Las tesis de Urkullu son ‘blandas’ y no perturban las relaciones políticas porque Euskadi hace tiempo que no plantea la independencia, ni social ni institucionalmente (el euskobarómetro acredita que la demanda independentista desciende paulatinamente), ni piensa plantear por tanto la cuestión de la autodeterminación. De hecho, el presidente del Gobierno, Mariano Rajoy, está negociando personalmente con el PNV los presupuestos del Estado en un tono de complicidad y corrección. En cambio, en Cataluña las palabras parecen estar envenenadas y emponzoñan todo lo que tocan. Como si la polisémica palabra ‘nación’ se volviera vitriólica al aterrizar en el Principado.
En Cataluña, se superponen dos demandas evidentes: una funcional, de mejor financiación y más autonomía política en un sentido federal: los catalanes preferirían gestionar su propia hacienda mediante un pacto fiscal semejante al que la Constitución concede a los territorios forales. Un pacto fiscal al que por cierto renunciaron los nacionalistas en 1978, cuando pudieron obtenerlo (Pujol lo explica confusamente en sus memorias).
Euskadi y Cataluña son, por historia, por temperamento y por convicción profunda, muy distintas, pero coinciden en la voluntad de singularizar una identidad y una cultura
La otra demanda es claramente política: Cataluña, como Euskadi, reclama el reconocimiento como nación. Sin agresividad, en el sentido en que lo mostraba Patxo Unzueta hace algún tiempo citando a Michael Ignatieff —conocido escritor y académico canadiense especialista en conflictos étnicos, pasado luego a la política aplicada como dirigente del Partido Liberal—, que fue preguntado en 2006 sobre si pensaba que Québec era una nación. En unas memorias de su paso por la política publicadas en 2014, el canadiense recuerda que su respuesta fue “por supuesto”, dando por hecho que ello no significaba reconocer un derecho a separarse de Canadá dado que “varias naciones pueden compartir el mismo Estado”. Hay unas 3.000 lenguas y culturas en los poco más de 200 Estados representados en la ONU. Ser una nación no implica ser independiente. Urkullu ya lo ha interiorizado. Muchos catalanes, también.
Las dos demandas citadas de Cataluña pueden otorgarse mediante una reforma constitucional, que por definición ha de ser consensuada y multilateral.
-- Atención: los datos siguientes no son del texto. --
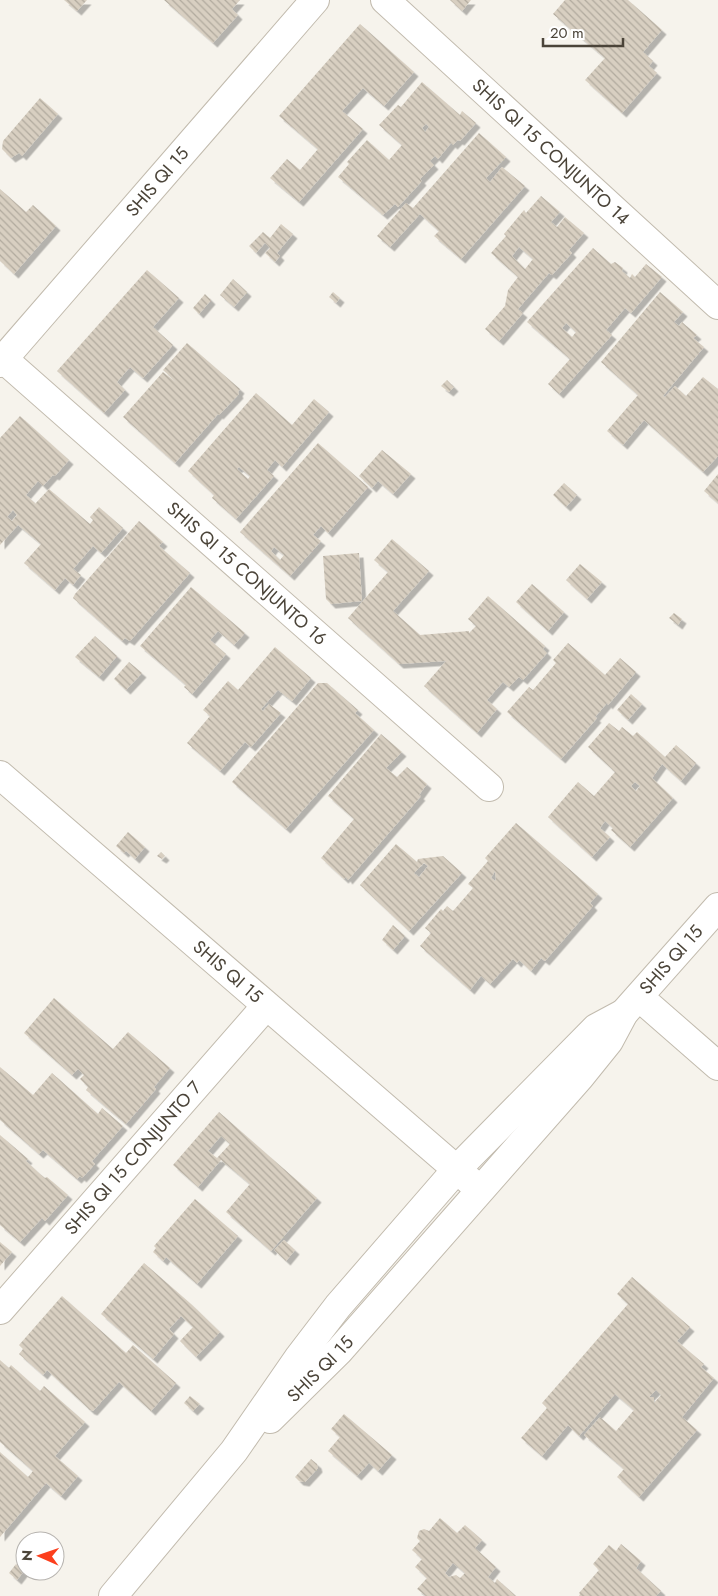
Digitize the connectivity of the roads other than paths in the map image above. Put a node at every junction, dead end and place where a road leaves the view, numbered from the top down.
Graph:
1 (315, 0) edge
2 (385, 0) edge
3 (718, 305) edge
4 (1, 359) edge
5 (0, 776) edge
6 (489, 788) dead end
7 (718, 907) edge
8 (632, 1005) junction
9 (266, 1006) junction
10 (718, 1066) edge
11 (456, 1170) junction
12 (480, 1190) junction
13 (0, 1310) edge
14 (234, 1451) junction
15 (113, 1596) edge

1 - 4 street, SHIS QI 15
2 - 3 street, SHIS QI 15 CONJUNTO 14
4 - 6 street, SHIS QI 15 CONJUNTO 16
5 - 9 street, SHIS QI 15
7 - 8 street, SHIS QI 15
8 - 10 street
8 - 11 street, SHIS QI 15
8 - 12 street, SHIS QI 15
9 - 11 street, SHIS QI 15
9 - 13 street, SHIS QI 15 CONJUNTO 7
11 - 12 street, SHIS QI 15
11 - 14 street, SHIS QI 15
12 - 14 street, SHIS QI 15
14 - 15 street, SHIS QI 15

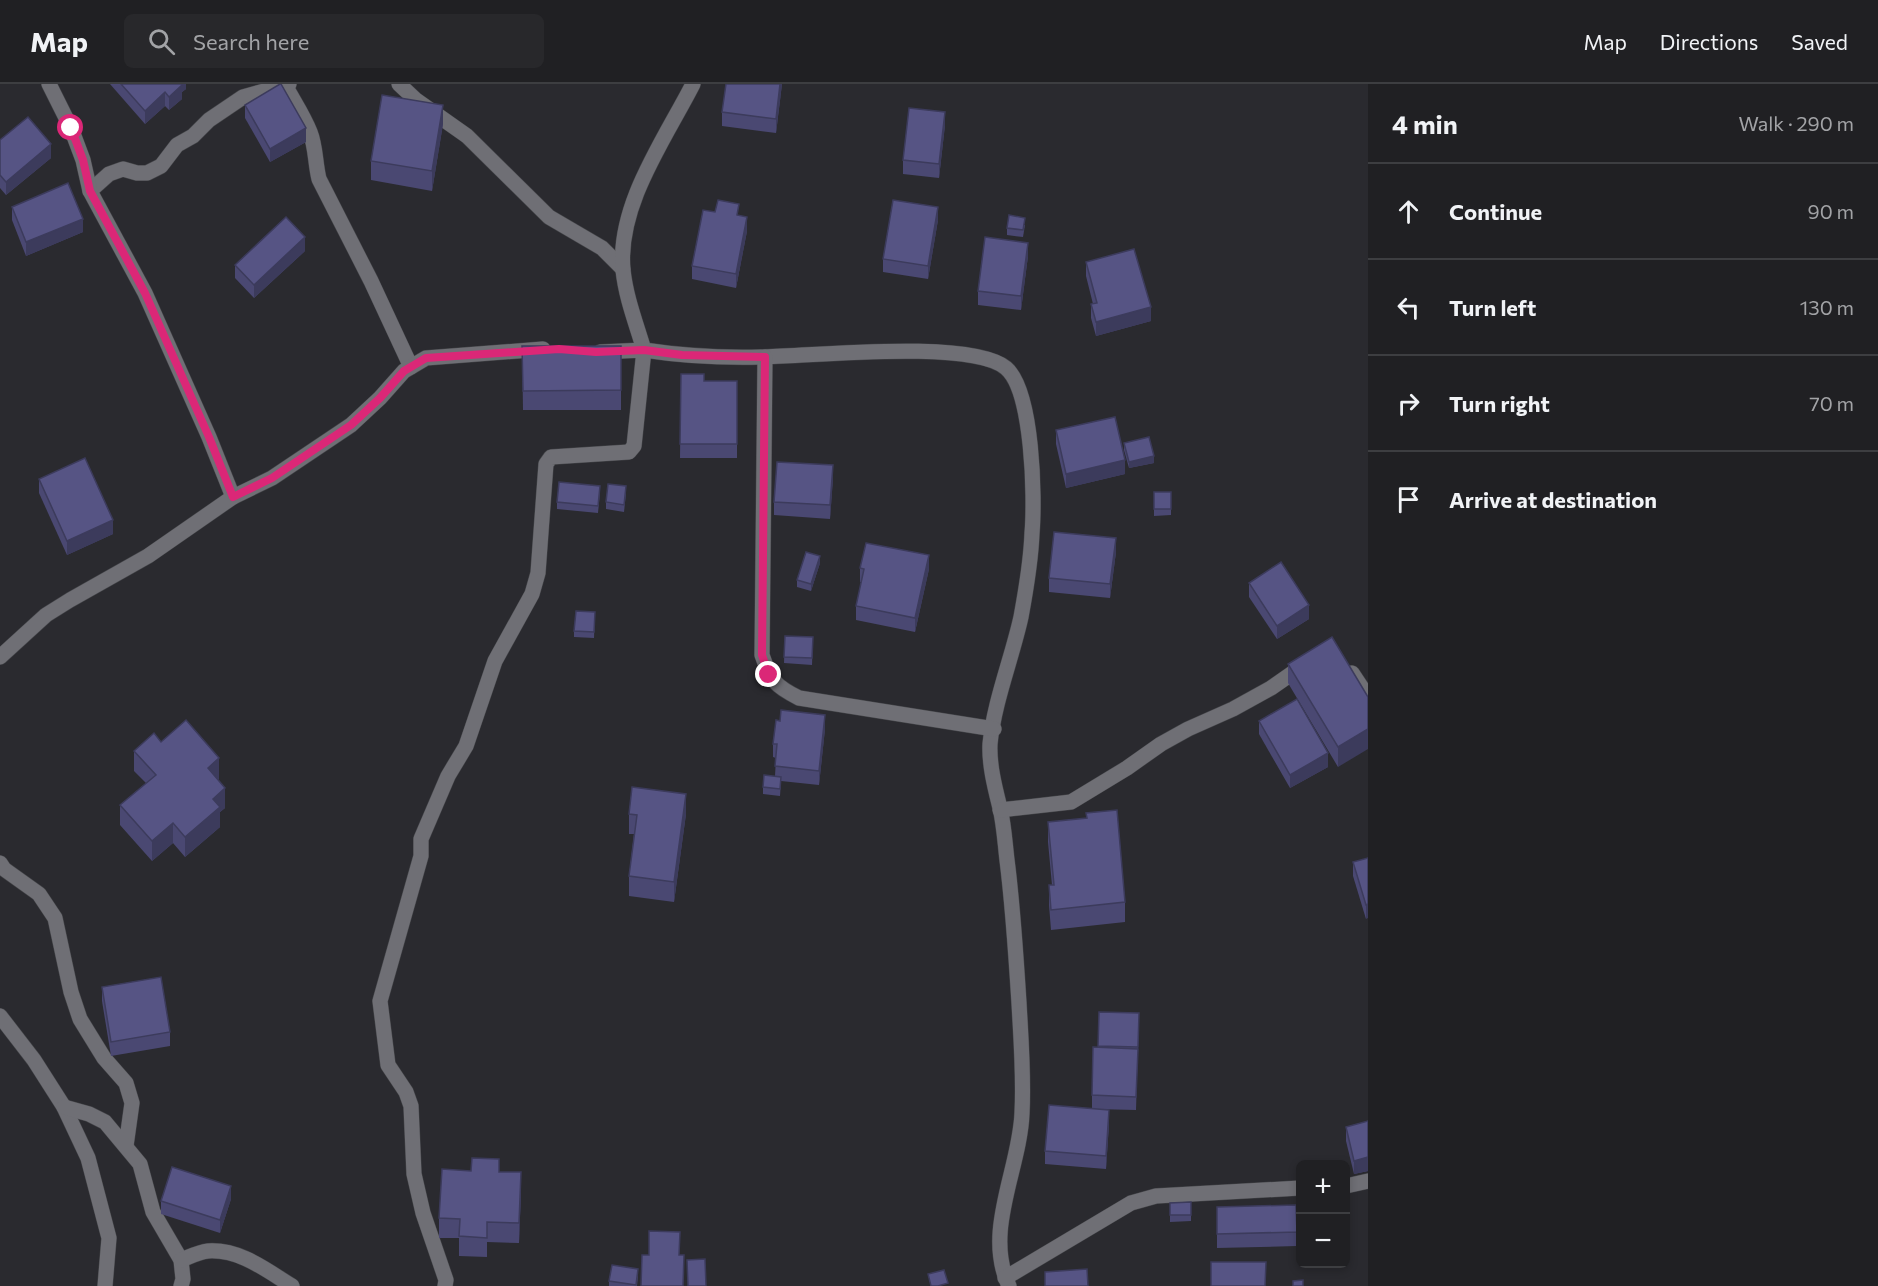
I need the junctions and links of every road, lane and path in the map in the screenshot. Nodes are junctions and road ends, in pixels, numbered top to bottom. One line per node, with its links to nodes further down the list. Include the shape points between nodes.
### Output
1 (49, 84): 5 (street, via 71,128)
2 (399, 84): 6 (street, via 467,136 549,217 602,248)
3 (693, 84): 6 (street, via 651,161 633,206 624,238)
4 (287, 85): 5 (street, via 243,97 177,145 162,166 147,173 123,169 109,174); 11 (street, via 309,131 319,179)
5 (90, 191): 12 (street, via 145,293)
6 (623, 269): 8 (street)
7 (559, 349): 11 (street, via 426,358)
8 (644, 350): 9 (street); 10 (street); 31 (street, via 634,446 629,452 551,457 546,464 538,573 532,594 495,660 466,746 448,776 421,839 421,856 380,1001 388,1065 411,1106 414,1174)
9 (587, 351)
10 (765, 357): 17 (street, via 762,655 775,685 800,698); 17 (street, via 942,352 972,355 1007,369 1018,388 1030,436 1032,532 1021,616)
11 (411, 367): 12 (street, via 351,425 272,478)
12 (233, 497): 14 (street, via 148,556 46,615)
13 (1319, 655): 18 (street, via 1271,688 1188,729 1071,802)
14 (0, 657)
15 (1344, 660): 16 (street)
16 (1368, 697)
17 (994, 729): 18 (street, via 990,745)
18 (1000, 810): 27 (street, via 1014,910 1023,1069 1022,1116 1000,1245)
19 (0, 863): 22 (street, via 39,894 55,918 80,1019 104,1058 126,1083 132,1103)
20 (0, 1016): 21 (street)
21 (64, 1107): 22 (street, via 105,1122); 28 (street, via 88,1158 109,1238)
22 (126, 1146): 26 (street, via 140,1164 153,1212)
23 (1368, 1181): 24 (street)
24 (1350, 1185)
25 (1296, 1188): 27 (street, via 1156,1196 1131,1203)
26 (181, 1260): 29 (street); 30 (street, via 206,1251 232,1252)
27 (1007, 1282)
28 (105, 1286)
29 (181, 1286)
30 (292, 1286)
31 (445, 1286)

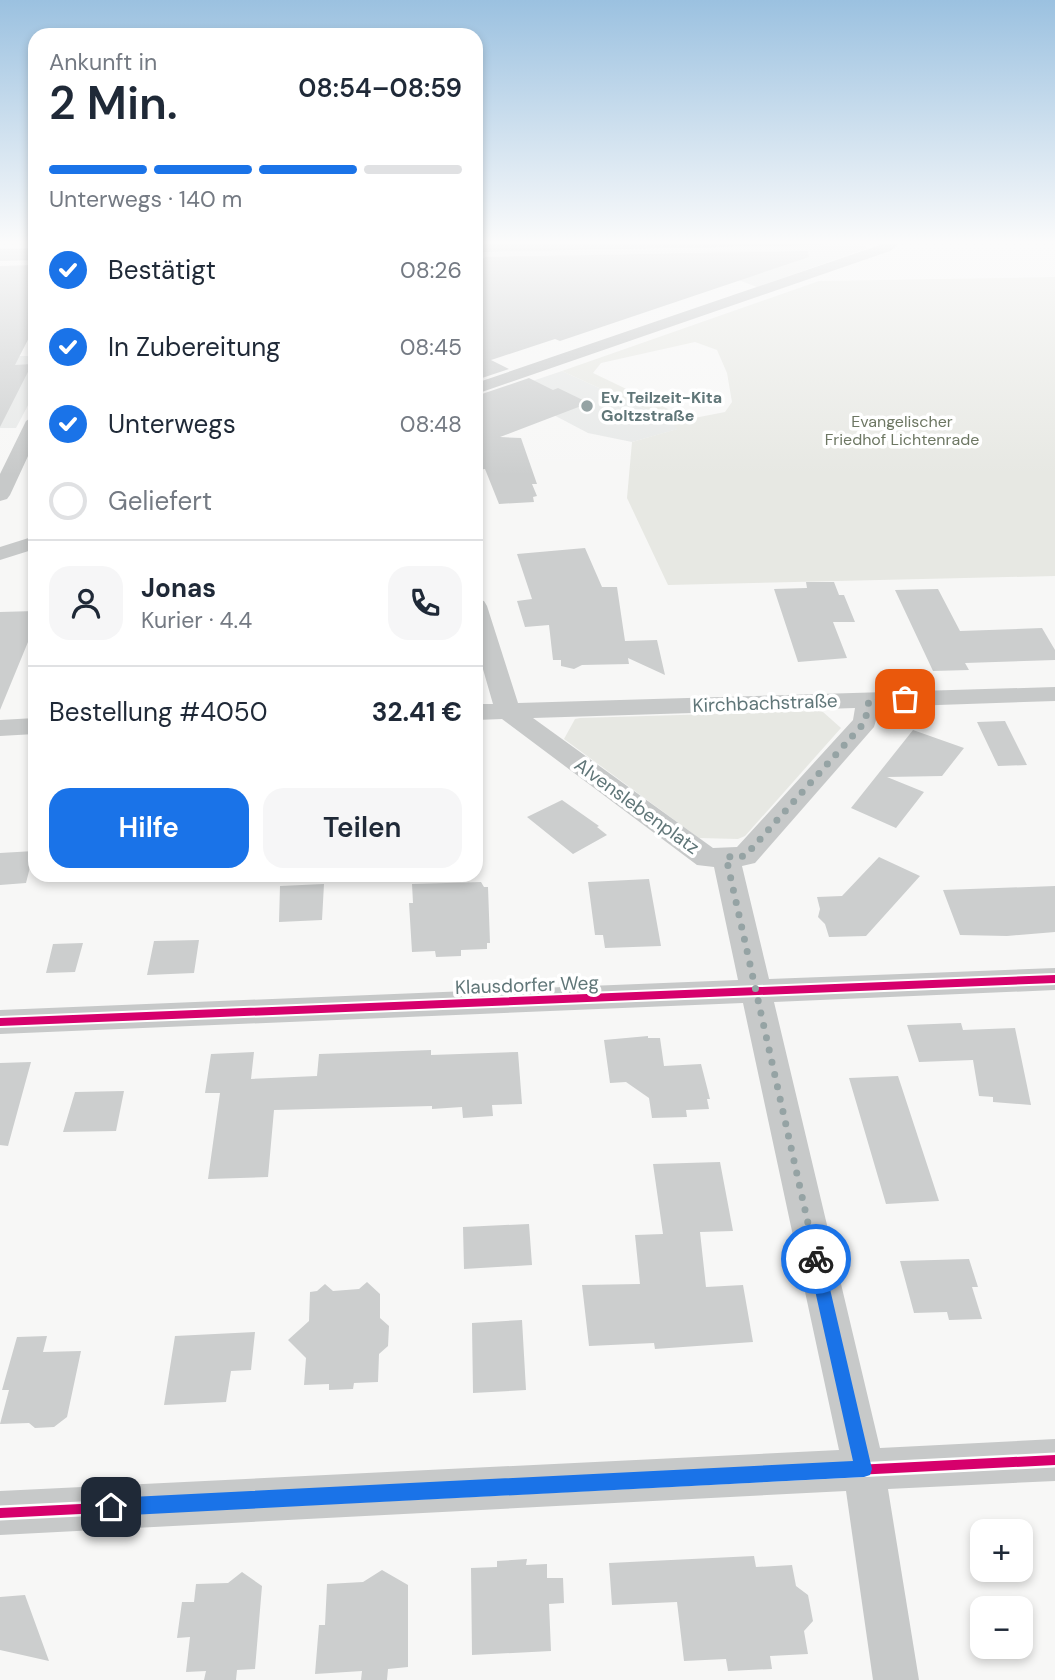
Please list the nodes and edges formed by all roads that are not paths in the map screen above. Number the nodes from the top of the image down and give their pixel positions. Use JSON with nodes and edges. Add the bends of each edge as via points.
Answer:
{"nodes":[{"id":1,"x":677,"y":318,"type":"edge"},
{"id":2,"x":483,"y":387,"type":"edge"},
{"id":3,"x":28,"y":436,"type":"edge"},
{"id":4,"x":0,"y":495,"type":"edge"},
{"id":5,"x":28,"y":544,"type":"edge"},
{"id":6,"x":0,"y":554,"type":"edge"},
{"id":7,"x":483,"y":629,"type":"edge"},
{"id":8,"x":1055,"y":694,"type":"edge"},
{"id":9,"x":869,"y":700,"type":"junction"},
{"id":10,"x":508,"y":711,"type":"junction"},
{"id":11,"x":483,"y":712,"type":"edge"},
{"id":12,"x":28,"y":726,"type":"edge"},
{"id":13,"x":0,"y":727,"type":"edge"},
{"id":14,"x":726,"y":857,"type":"junction"},
{"id":15,"x":1055,"y":979,"type":"edge"},
{"id":16,"x":755,"y":991,"type":"junction"},
{"id":17,"x":0,"y":1022,"type":"edge"},
{"id":18,"x":1055,"y":1460,"type":"edge"},
{"id":19,"x":864,"y":1469,"type":"junction"},
{"id":20,"x":0,"y":1513,"type":"edge"},
{"id":21,"x":896,"y":1680,"type":"edge"}],
"edges":[{"from":1,"to":2,"type":"street"},
{"from":3,"to":4,"type":"street"},
{"from":5,"to":6,"type":"street"},
{"from":7,"to":10,"type":"street"},
{"from":8,"to":9,"type":"street","name":"Kirchbachstraße"},
{"from":9,"to":10,"type":"street","name":"Kirchbachstraße"},
{"from":9,"to":14,"type":"street","name":"Alvenslebenplatz","via":[[865,722],[764,836],[745,856]]},
{"from":10,"to":11,"type":"street","name":"Kirchbachstraße"},
{"from":10,"to":14,"type":"street","name":"Alvenslebenplatz","via":[[707,858]]},
{"from":12,"to":13,"type":"street"},
{"from":14,"to":16,"type":"street"},
{"from":15,"to":16,"type":"street","name":"Klausdorfer Weg"},
{"from":16,"to":17,"type":"street","name":"Klausdorfer Weg"},
{"from":16,"to":19,"type":"street"},
{"from":18,"to":19,"type":"street"},
{"from":19,"to":20,"type":"street"},
{"from":19,"to":21,"type":"street"}]}
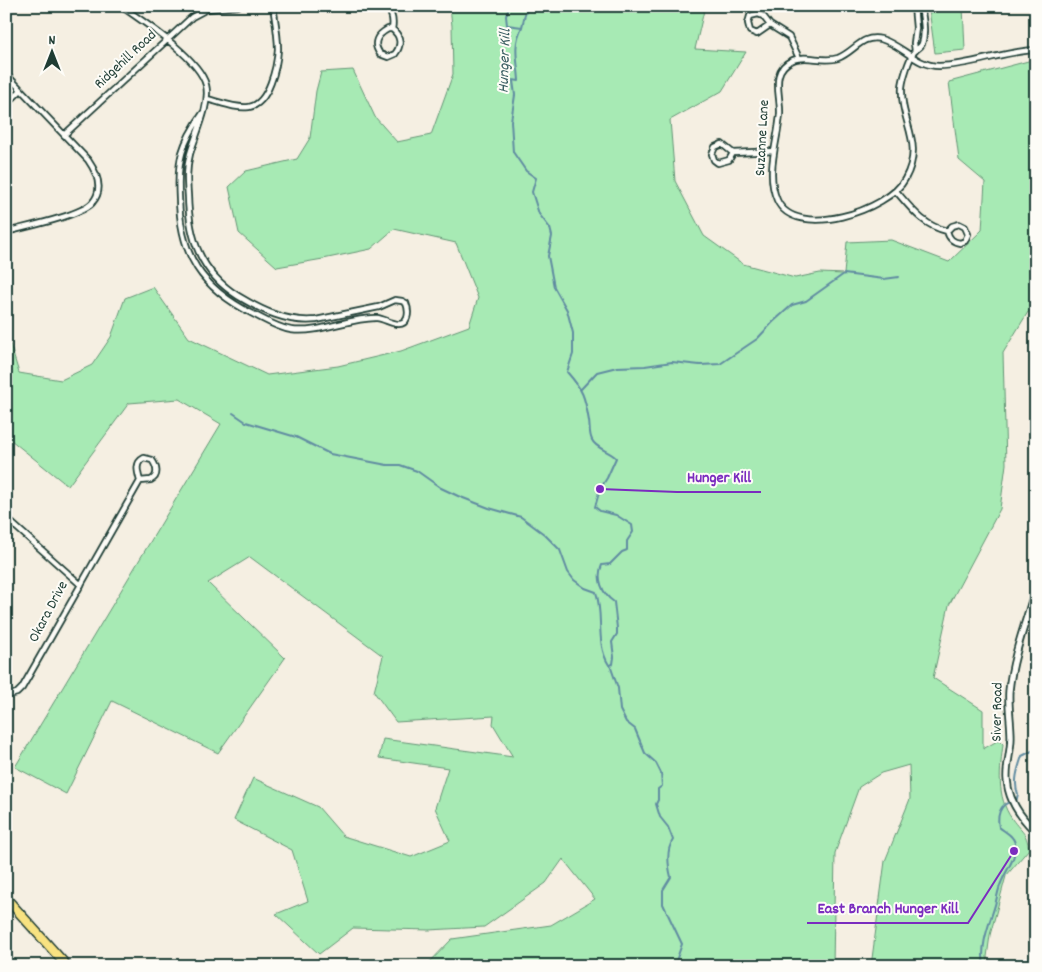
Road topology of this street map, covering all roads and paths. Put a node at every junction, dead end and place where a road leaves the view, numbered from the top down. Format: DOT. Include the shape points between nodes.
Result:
graph roads {
  1 [pos="121,6"];
  2 [pos="238,6"];
  3 [pos="273,6"];
  4 [pos="386,6"];
  5 [pos="914,6"];
  6 [pos="921,6"];
  7 [pos="770,25"];
  8 [pos="392,29"];
  9 [pos="166,39"];
  10 [pos="1036,50"];
  11 [pos="914,51"];
  12 [pos="912,57"];
  13 [pos="798,58"];
  14 [pos="6,74"];
  15 [pos="21,90"];
  16 [pos="207,99"];
  17 [pos="6,106"];
  18 [pos="203,112"];
  19 [pos="64,134"];
  20 [pos="773,151"];
  21 [pos="733,153"];
  22 [pos="178,171"];
  23 [pos="187,172"];
  24 [pos="896,191"];
  25 [pos="946,231"];
  26 [pos="6,232"];
  27 [pos="200,256"];
  28 [pos="192,260"];
  29 [pos="257,307"];
  30 [pos="252,314"];
  31 [pos="321,318"];
  32 [pos="324,328"];
  33 [pos="140,481"];
  34 [pos="6,518"];
  35 [pos="81,585"];
  36 [pos="1036,587"];
  37 [pos="6,696"];
  38 [pos="1036,832"];
  39 [pos="6,898"];
  40 [pos="67,966"];
  1 -- 9 [label="street"];
  2 -- 9 [label="street, Ridgehill Road" via="201,12"];
  3 -- 16 [label="street" via="277,58 272,80 262,99 248,107"];
  4 -- 8 [label="street" via="393,18"];
  5 -- 11 [label="street, Suzanne Lane"];
  6 -- 11 [label="street, Suzanne Lane" via="923,41 921,47"];
  7 -- 7 [label="street" via="757,34 750,32 748,23 750,16 758,14"];
  7 -- 13 [label="street" via="789,37"];
  8 -- 8 [label="street" via="382,33 376,43 378,52 384,56 392,56 399,47 398,34"];
  9 -- 16 [label="street" via="199,72 206,84"];
  9 -- 19 [label="street, Ridgehill Road"];
  10 -- 12 [label="street" via="946,65 923,63"];
  11 -- 12 [label="street, Suzanne Lane"];
  12 -- 13 [label="street" via="875,38 862,41 832,59"];
  12 -- 24 [label="street, Suzanne Lane" via="902,88 913,139 912,162"];
  13 -- 20 [label="street, Suzanne Lane" via="788,62 778,76 780,111"];
  14 -- 15 [label="street"];
  15 -- 17 [label="street"];
  15 -- 19 [label="street"];
  16 -- 18 [label="street"];
  18 -- 22 [label="street" via="182,149"];
  18 -- 23 [label="street"];
  19 -- 26 [label="street" via="96,174 98,191 95,198 80,210"];
  20 -- 21 [label="street"];
  20 -- 24 [label="street, Suzanne Lane" via="777,199 794,216 812,219 847,216"];
  21 -- 21 [label="street" via="720,144 712,154 716,162 721,163 729,160"];
  22 -- 23 [label="street"];
  22 -- 28 [label="street" via="180,227"];
  23 -- 27 [label="street" via="189,220"];
  24 -- 25 [label="street" via="922,220"];
  25 -- 25 [label="street" via="952,226 962,225 967,231 967,238 956,242"];
  27 -- 28 [label="street"];
  27 -- 29 [label="street" via="223,285"];
  28 -- 30 [label="street" via="215,290"];
  29 -- 30 [label="street"];
  29 -- 31 [label="street" via="288,319 305,321"];
  30 -- 32 [label="street" via="291,330"];
  31 -- 32 [label="street"];
  31 -- 32 [label="street" via="379,307 395,300 402,301 408,308 406,321 400,324 376,318"];
  33 -- 33 [label="street" via="151,480 156,475 156,465 148,458 138,464"];
  33 -- 35 [label="street"];
  34 -- 35 [label="street, Okara Drive"];
  35 -- 37 [label="street, Okara Drive" via="23,686 17,694"];
  36 -- 38 [label="street, Siver Road" via="1012,671 1011,739 1006,779 1014,805"];
  39 -- 40 [label="main road"];
}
Bien ‘federalizando’ la Carta Magna, o, más sencillamente, a través de una nueva disposición adicional que reconozca los derechos históricos de Cataluña, como hace la primera disposición adicional con los territorios forales.
Semejantes avances no convencerán al independentismo irreductible –el de ERC y la CUP— pero sí satisfarán a los moderados y, en general, a la sociedad catalana, que no quiere decantarse por ninguna de las opciones de la disyuntiva independentista por la sencilla razón de que dos tercios de la ciudadanía se siente cómoda siendo a la vez española y catalana.
Euskadi y Cataluña son, por historia, por temperamento y por convicción profunda, muy distintas, pero coinciden en la voluntad de singularizar una identidad y una cultura. Y no se ven las razones que pueda haber para impedirlo, al margen de las puramente procesales. Porque el riesgo que hoy existe en Cataluña es el de que, después de tan obstinada hostilidad, no sea posible recuperar el trato humano, la conversación política que las partes han de establecer para entenderse. La mejor manera de lograrlo es practicando, y quizá recurriendo a las voces más sensatas, caracterizadas y prestigiosas de Cataluña –Miguel Roca, Antón Costas, Josep Borrell, Josep Piqué, etc.— que podrían allanar el colosal desentendimiento.